Recently my family came to visit Maine. With a flower field to run, markets to attend, and CSA shares to fill, I regret I did not spend nearly enough time with them. Still, we were able to squeeze in a trek up Katahdin, Maine’s highest and (in my opinion) most epic mountain.
From Moosehead Lake, we got up before the sun and braved a stretch of the Golden Road, a logging road that spans a hundred miles or so across the North Maine Woods. It’s riddled with unpredictable washouts and blowdowns, moose encounters, and those 20-ton logging trucks that come barreling around the corner, just when you are convinced you were alone for miles and maybe days. We made our way north with my uncle steering the family van as I kept a careful eye on the map. We continued reassuring ourselves the heavy rain “showers” would clear into a beautiful day.

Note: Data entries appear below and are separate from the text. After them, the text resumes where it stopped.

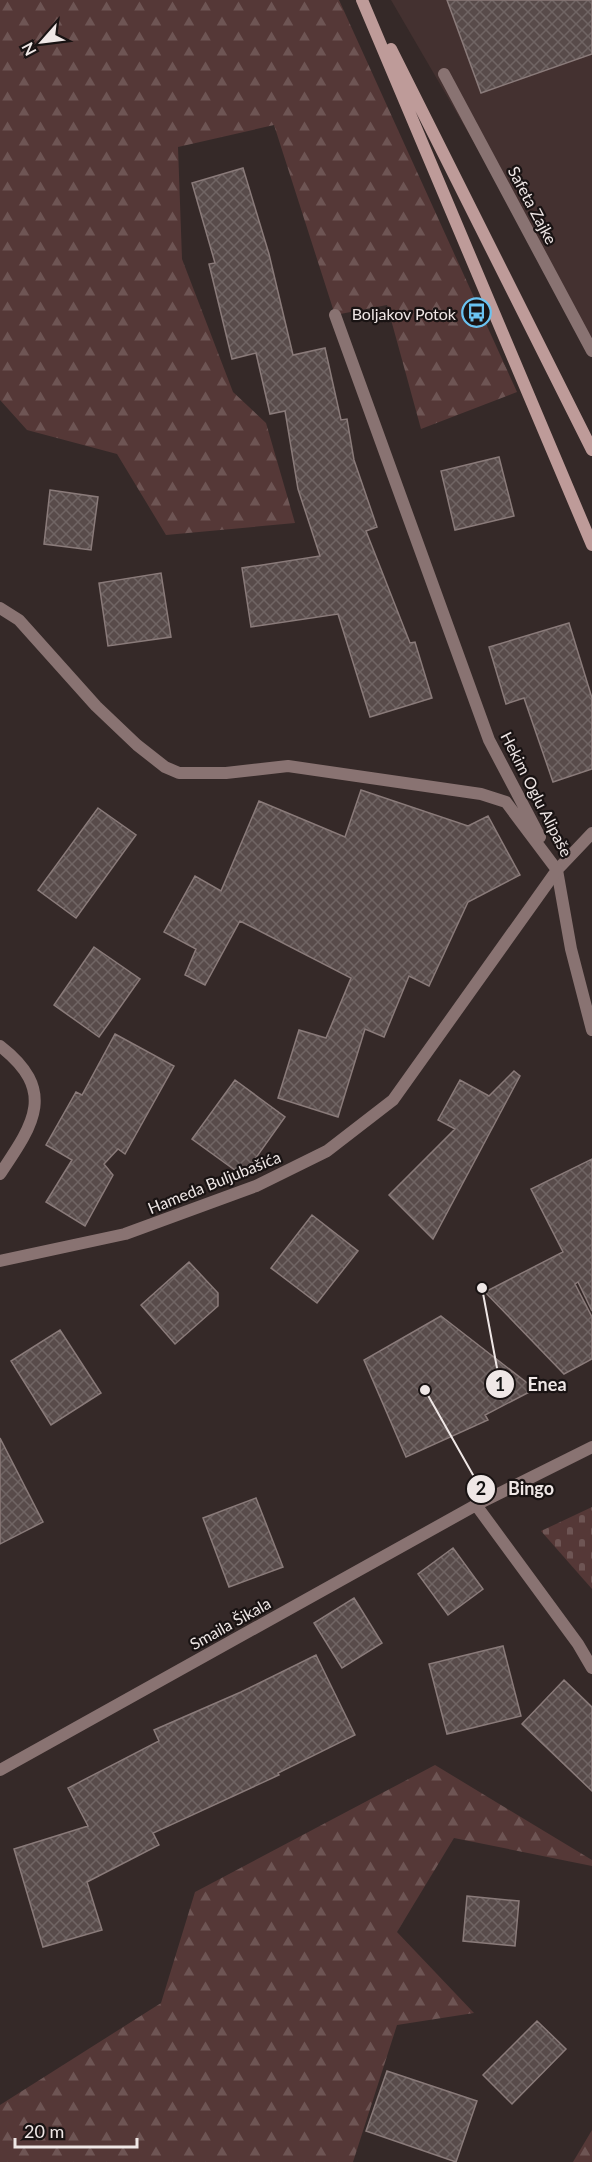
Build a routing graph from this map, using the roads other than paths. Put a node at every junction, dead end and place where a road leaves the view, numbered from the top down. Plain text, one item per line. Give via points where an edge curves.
1 (364, 0) edge
2 (444, 74) dead end
3 (335, 315) dead end
4 (592, 351) edge
5 (592, 450) edge
6 (592, 545) edge
7 (0, 608) edge
8 (592, 833) edge
9 (558, 870) junction
10 (592, 1030) edge
11 (0, 1046) edge
12 (0, 1174) edge
13 (0, 1261) edge
14 (592, 1447) edge
15 (476, 1505) junction
16 (578, 1644) junction
17 (592, 1660) edge
18 (592, 1668) edge
19 (0, 1770) edge

1 - 5 main road
1 - 6 main road
2 - 4 street, Safeta Zajke
3 - 9 street, Hekim Oglu Alipaše via 489,740
7 - 9 street, Hekim Oglu Alipaše via 19,620 96,706 165,767 193,774 288,766 481,794 506,802
8 - 9 street, Hameda Buljubašića
9 - 10 street via 571,949
9 - 13 street, Hameda Buljubašića via 393,1100 327,1151 256,1186 125,1234
11 - 12 street via 22,1067 32,1084 35,1108 24,1138
14 - 15 street, Smaila Šikala
15 - 16 street
15 - 19 street, Smaila Šikala
16 - 17 street
16 - 18 street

As we began our hike, the rain had mostly stopped, but the atmosphere and surrounding woods remained saturated with moisture. A gradual three miles led us to Chimney Pond, which shimmers beneath the rocky Pamola and Baxter Peaks, with an intimidating view of the legendary Knife Edge connecting the two. This day, however, our eyes traveled across the clear water to the beginning of some craggy cliffs, which quickly became engulfed by dense fog and mystery.
Joe, Joan, Lilly, and me at Chimney Pond in Baxter State Park.
It began to dawn on me that the clouds may not magically part, gifting us with a beautiful sunny day, as I kept imagining they would. Still, my brother, sister, cousin, and I forged ahead up the mountain. After stumbling up slippery rocks and taking several moments to catch our breath, we reached a particularly challenging section. The trail rose nearly vertically above us, leading up a river of boulders into the misty sky. We discussed our options. We needed to be back to level ground in a few short hours. The rocks were precariously slippery and the view from the top may very well be nonexistent.
Yet, we had come here on a mission and already made it this far. We put our heads down and scrambled further up into the clouds. Without any clearing, we couldn’t see what we were climbing to, making it difficult to gauge when, if ever, we would reach the top. The last mile dragged on, but suddenly, there we were, standing before the legendary Katahdin summit sign.
We saw nothing beyond a 20-foot radius of boulders and a gathering of two dozen hikers, some celebrating as they had just finished their 2,500 mile thru-hike of the Appalachian Trail. The remaining miles of mountain and ridge line disappeared into the gray billows of fog.
I couldn’t help but feel denied the satisfaction that accompanies conquering a giant mountain while towering over the world below and taking in the rugged landscape I’d just pushed my body to overcome. Needless to say, the summit was cold, wet, and windy. We ate a quick lunch and hurried back down the way we’d come.
A fleeting glimpse of what lay below our Katahdin decent.
As we descended, I began to realize it’s not always about getting the best view. We may not have returned home with a picturesque photo of a breathtaking scene, but there were more valuable rewards to be had. The sense of accomplishment after persevering, when it would have been far easier to turn back… The journey we made together and encouragement to get each other through it… Believing in whatever we are doing enough to not give up, despite the outcome or whether or not others are able to witness, or even appreciate, how far we’ve come.
My life over the past couple years has been, and continues to be, a journey- both to find myself and my purpose. There are always those rock scrambles to defeat and a thousand excuses to turn back, but how would we ever know what we are capable of if we gave up when things got tough? Looking ahead, it may all seem like an insurmountable jumble or vision masked by clouds, but you have to start somewhere to uncover a path and direction.
The flower field
Starting a farm is not as romantic and glamorous as we imagine, and while I feel well-supported and loved, it’s hard coming to terms with the fact that not everyone has the same appreciation and awareness for what I am doing. But I think that’s ok, because I believe in what I am doing, and if I can share even the slightest piece of that with those around me, then I’m making progress. It has become important for me to be deeply connected to food and flowers, from seed to table, and be able to channel my creative energy into beautiful arrangements that make people smile. The key is having faith that I’m doing the right thing and that it’s all going to turn out ok. To quote my most favorite Tracy Chapman song, “I’ve conquered hills, but I still have mountains to climb. And right now I’m doing the best I can.”